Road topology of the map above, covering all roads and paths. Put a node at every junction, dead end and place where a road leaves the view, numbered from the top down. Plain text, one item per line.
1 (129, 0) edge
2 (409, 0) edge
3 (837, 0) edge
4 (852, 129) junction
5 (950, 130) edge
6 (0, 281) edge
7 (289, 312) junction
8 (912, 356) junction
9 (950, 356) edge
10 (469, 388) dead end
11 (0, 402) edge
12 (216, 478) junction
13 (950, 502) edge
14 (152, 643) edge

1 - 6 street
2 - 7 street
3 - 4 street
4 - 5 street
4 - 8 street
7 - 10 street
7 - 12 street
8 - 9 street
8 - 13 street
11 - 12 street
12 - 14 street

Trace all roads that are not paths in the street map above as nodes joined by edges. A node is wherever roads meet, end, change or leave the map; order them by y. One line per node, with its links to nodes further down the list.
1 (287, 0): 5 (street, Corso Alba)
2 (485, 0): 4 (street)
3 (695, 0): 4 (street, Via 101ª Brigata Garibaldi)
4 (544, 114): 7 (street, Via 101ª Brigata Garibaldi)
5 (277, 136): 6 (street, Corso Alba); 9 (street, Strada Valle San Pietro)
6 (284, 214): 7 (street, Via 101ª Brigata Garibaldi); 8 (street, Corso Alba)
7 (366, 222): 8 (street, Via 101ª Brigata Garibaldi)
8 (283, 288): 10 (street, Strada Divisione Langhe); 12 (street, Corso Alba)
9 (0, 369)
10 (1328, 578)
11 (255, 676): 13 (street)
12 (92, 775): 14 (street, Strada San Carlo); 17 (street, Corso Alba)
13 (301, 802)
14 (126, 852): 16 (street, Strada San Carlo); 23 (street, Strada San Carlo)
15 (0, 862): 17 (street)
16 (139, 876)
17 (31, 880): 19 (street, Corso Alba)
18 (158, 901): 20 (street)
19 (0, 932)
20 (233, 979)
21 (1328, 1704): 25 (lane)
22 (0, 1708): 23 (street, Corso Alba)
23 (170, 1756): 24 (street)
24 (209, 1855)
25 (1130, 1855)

···

*YOUR INSTRUCTIONS*. Each line above, from the one that contains "Trace all roads" to the last line of the records, should be repeated exactly. Leave out all others.

*ANSWER TO THIS PROBLEM*.
Trace all roads that are not paths in the street map above as nodes joined by edges. A node is wherever roads meet, end, change or leave the map; order them by y. One line per node, with its links to nodes further down the list.
1 (287, 0): 5 (street, Corso Alba)
2 (485, 0): 4 (street)
3 (695, 0): 4 (street, Via 101ª Brigata Garibaldi)
4 (544, 114): 7 (street, Via 101ª Brigata Garibaldi)
5 (277, 136): 6 (street, Corso Alba); 9 (street, Strada Valle San Pietro)
6 (284, 214): 7 (street, Via 101ª Brigata Garibaldi); 8 (street, Corso Alba)
7 (366, 222): 8 (street, Via 101ª Brigata Garibaldi)
8 (283, 288): 10 (street, Strada Divisione Langhe); 12 (street, Corso Alba)
9 (0, 369)
10 (1328, 578)
11 (255, 676): 13 (street)
12 (92, 775): 14 (street, Strada San Carlo); 17 (street, Corso Alba)
13 (301, 802)
14 (126, 852): 16 (street, Strada San Carlo); 23 (street, Strada San Carlo)
15 (0, 862): 17 (street)
16 (139, 876)
17 (31, 880): 19 (street, Corso Alba)
18 (158, 901): 20 (street)
19 (0, 932)
20 (233, 979)
21 (1328, 1704): 25 (lane)
22 (0, 1708): 23 (street, Corso Alba)
23 (170, 1756): 24 (street)
24 (209, 1855)
25 (1130, 1855)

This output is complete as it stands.